Segundo ressaltou Rogério, os investimentos feitos por Cunha foram usados para o que chamou de “prática de fraudes para ocultamento de bens originários de propina”. Além disso, afirmou que quando são contabilizados os números do valor gasto pelo presidente afastado da Casa, juntamente com os de sua esposa e sua filha, com cartões de crédito, gastos em viagens e contas das duas na Suíça, fica comprovado que o valor é incompatível com o patrimônio que ele diz possuir.

‘Prática habitual e contínua’

“Durante anos, o deputado Eduardo Cunha omitiu à Câmara e nas sucessivas declarações de imposto de renda apresentadas à Receita Federal a titularidade de milhões de dólares no exterior”, disse. “A instrução probatória efetuada demonstrou a prática habitual e contínua de conduta dolosa destinada a falsear e omitir a existência de contas e patrimônio ilícito no exterior”, destaca o documento de Rogério.
Depois de tantas confusões no Conselho e de vários recursos apresentados pela defesa de Cunha em outras comissões, o relator fez questão de observar que, ao citar a questão das contas fora do país, ateve-se, na sua avaliação, apenas à ida voluntária de Cunha à CPI da Petrobras para afirmar declarações depois tidas como não verdadeiras – que foi o que suscitou o pedido de cassação, por falta de decoro, uma vez que um parlamentar não pode mentir em nenhuma CPI.
“A ida voluntária do representado à CPI da Petrobras constituiu muito mais uma clara tentativa de colocar o Congresso Nacional contra as investigações que vinham sendo efetuadas pelo procurador-geral da República naquele momento, do que um ato de colaboração com os atos processuais que vinham sendo praticados pela comissão parlamentar”, disse.
Ele ainda acrescentou que foi pela finalidade desse depoimento voluntário e o contexto em que foi feito, juntamente com as provas existentes, que chegou à conclusão de que Cunha agiu com “absoluta falta de decoro”.
O advogado do presidente afastado da Câmara, Marcelo Nobre, reiterou, na abertura dos trabalhos, argumentos anteriormente apresentados.
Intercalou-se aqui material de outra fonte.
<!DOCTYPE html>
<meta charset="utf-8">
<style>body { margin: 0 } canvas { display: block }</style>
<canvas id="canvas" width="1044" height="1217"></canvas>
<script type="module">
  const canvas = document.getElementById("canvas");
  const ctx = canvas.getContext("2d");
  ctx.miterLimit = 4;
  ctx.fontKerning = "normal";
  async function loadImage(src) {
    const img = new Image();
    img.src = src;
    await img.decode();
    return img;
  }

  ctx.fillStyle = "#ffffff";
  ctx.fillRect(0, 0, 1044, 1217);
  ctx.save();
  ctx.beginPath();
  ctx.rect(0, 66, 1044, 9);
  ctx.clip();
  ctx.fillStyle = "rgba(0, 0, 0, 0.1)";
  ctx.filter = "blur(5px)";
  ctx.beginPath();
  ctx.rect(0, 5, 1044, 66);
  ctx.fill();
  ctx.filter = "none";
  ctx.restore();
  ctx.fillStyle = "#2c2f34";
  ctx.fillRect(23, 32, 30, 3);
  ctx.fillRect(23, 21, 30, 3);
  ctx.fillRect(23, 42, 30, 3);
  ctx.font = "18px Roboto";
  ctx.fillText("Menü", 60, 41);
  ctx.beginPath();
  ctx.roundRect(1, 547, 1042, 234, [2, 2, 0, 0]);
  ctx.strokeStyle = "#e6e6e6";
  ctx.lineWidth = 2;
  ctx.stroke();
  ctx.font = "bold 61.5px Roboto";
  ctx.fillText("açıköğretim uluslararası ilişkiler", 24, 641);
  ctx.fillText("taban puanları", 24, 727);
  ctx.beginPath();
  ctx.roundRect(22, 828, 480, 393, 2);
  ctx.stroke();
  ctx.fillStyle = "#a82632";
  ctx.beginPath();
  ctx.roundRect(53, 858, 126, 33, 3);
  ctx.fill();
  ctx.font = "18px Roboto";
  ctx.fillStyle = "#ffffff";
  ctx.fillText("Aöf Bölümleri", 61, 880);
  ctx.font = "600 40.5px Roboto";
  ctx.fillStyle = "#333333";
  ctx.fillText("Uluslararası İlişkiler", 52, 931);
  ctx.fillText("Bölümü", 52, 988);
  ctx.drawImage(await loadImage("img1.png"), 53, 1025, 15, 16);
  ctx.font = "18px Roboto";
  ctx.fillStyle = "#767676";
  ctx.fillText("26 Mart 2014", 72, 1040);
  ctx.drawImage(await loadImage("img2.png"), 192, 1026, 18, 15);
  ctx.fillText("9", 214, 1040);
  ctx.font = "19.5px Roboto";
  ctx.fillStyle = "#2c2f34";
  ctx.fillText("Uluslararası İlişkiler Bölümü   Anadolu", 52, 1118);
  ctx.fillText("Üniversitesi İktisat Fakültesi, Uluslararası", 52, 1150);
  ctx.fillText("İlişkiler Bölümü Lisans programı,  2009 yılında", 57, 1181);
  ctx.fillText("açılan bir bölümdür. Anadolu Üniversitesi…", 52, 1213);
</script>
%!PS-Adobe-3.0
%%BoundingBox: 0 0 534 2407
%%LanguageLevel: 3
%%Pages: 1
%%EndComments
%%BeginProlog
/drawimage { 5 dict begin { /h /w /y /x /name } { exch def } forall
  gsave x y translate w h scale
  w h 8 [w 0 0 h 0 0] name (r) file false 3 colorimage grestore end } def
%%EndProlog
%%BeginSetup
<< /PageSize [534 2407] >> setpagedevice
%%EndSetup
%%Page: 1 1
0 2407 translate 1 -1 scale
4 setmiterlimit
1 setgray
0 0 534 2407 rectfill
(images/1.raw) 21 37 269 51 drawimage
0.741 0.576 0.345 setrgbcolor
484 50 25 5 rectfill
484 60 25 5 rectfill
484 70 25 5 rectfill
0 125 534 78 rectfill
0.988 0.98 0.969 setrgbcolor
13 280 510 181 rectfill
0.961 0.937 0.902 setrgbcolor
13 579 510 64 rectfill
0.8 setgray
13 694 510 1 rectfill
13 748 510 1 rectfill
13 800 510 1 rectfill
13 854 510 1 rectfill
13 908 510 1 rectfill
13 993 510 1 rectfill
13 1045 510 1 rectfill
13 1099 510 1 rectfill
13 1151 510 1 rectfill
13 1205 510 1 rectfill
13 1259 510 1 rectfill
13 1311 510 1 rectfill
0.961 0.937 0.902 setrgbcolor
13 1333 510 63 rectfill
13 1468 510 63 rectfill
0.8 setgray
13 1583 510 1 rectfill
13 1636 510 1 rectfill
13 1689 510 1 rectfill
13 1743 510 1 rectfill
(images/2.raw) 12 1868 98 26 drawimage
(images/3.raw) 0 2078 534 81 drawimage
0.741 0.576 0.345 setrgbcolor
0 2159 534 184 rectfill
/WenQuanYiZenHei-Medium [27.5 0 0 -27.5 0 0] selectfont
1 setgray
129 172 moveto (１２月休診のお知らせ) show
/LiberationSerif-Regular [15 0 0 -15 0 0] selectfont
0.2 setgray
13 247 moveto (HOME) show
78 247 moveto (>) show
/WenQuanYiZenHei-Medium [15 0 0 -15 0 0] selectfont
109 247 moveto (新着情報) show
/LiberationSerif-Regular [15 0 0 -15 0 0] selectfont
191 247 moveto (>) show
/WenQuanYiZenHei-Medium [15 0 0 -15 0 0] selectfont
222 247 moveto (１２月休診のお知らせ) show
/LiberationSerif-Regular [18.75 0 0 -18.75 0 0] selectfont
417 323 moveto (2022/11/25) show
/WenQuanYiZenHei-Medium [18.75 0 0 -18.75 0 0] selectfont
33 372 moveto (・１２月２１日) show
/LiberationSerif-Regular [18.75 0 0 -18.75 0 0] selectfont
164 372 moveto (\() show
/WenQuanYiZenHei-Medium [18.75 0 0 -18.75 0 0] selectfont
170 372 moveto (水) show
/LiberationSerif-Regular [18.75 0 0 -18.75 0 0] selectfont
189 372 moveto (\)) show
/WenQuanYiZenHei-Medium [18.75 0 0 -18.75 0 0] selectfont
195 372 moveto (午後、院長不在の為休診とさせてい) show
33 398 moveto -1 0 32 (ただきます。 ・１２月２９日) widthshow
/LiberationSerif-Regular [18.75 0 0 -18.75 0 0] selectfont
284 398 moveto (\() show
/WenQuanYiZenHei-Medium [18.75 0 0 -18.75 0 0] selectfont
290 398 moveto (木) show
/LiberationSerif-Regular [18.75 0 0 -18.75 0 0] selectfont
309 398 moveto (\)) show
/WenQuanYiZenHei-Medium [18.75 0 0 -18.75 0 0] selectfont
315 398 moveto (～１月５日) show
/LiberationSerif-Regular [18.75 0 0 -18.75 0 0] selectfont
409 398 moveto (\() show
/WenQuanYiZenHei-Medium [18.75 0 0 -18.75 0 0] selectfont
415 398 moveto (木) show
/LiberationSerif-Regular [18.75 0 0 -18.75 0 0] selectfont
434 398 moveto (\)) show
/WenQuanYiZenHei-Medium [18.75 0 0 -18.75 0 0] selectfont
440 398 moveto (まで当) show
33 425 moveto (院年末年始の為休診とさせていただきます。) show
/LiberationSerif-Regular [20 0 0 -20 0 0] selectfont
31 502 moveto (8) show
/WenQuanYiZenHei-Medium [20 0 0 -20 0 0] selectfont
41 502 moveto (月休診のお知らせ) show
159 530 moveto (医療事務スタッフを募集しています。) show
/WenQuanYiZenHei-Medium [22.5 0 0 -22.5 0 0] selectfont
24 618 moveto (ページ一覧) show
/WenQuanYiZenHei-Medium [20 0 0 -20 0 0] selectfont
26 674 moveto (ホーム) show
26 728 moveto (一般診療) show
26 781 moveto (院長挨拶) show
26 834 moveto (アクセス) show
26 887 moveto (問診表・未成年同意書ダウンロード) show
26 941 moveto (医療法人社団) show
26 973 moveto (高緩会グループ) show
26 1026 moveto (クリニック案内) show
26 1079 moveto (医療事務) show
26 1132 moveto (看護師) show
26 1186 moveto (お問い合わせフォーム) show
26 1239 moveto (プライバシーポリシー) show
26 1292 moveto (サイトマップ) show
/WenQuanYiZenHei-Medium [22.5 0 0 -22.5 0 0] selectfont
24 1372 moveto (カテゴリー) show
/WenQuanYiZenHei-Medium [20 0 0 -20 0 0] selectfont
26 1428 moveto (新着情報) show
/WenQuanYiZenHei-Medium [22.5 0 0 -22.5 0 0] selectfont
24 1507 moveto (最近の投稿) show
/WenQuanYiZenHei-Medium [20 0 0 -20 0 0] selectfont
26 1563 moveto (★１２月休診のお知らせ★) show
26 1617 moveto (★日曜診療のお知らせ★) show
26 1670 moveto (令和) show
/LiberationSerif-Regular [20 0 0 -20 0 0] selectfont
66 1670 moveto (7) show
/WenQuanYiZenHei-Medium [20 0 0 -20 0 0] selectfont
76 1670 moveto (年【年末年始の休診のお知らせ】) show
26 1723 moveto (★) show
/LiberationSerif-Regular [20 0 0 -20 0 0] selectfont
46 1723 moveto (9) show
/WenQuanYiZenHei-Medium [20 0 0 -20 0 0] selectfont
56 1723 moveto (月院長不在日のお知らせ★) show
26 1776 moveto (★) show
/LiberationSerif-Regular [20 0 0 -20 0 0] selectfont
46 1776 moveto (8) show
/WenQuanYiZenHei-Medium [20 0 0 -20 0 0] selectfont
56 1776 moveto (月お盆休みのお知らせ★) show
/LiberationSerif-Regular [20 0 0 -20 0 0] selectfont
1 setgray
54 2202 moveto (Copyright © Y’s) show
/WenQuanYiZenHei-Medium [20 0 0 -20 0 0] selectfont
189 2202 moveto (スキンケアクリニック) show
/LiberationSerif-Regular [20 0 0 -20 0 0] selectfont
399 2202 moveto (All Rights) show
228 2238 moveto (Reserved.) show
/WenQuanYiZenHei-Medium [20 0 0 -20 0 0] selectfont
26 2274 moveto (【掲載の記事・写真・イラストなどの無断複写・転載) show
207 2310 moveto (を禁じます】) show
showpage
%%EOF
Afirmou que não existem provas de que seu cliente possui contas na Suíça e que achava que a legislação da Receita a respeito seria modificada ao final deste processo, mas tal lei já foi alterada desde março.

Lamento de Fontana

Um dos primeiros a falar sobre o tema, já no plenário, o deputado Henrique Fontana (PT-RS) considerou que é de se comemorar o fato de, depois de muitas manobras protelatórias, os parlamentares que têm lutado pela cassação do deputado terem conseguido, finalmente, aprovar o relatório. Mas, por outro lado, lamentou que o processo tenha demorado tanto que o parlamentar terminou sendo afastado do cargo, antes, pelo STF, que deu decisão para afastamento provisório durante a tramitação do processo.
“É impressionante o número de deputados que ainda são aliados de Cunha nesta Casa e que atuaram na defesa dele ao longo desse tempo, mesmo sabendo das provas existentes. O que se comprova é que, infelizmente, uma parte do parlamento brasileiro está de joelhos para Eduardo Cunha. O silêncio do presidente interino Michel Temer indica que a base de sustentação de Temer está protegendo Eduardo Cunha”, acusou Fontana.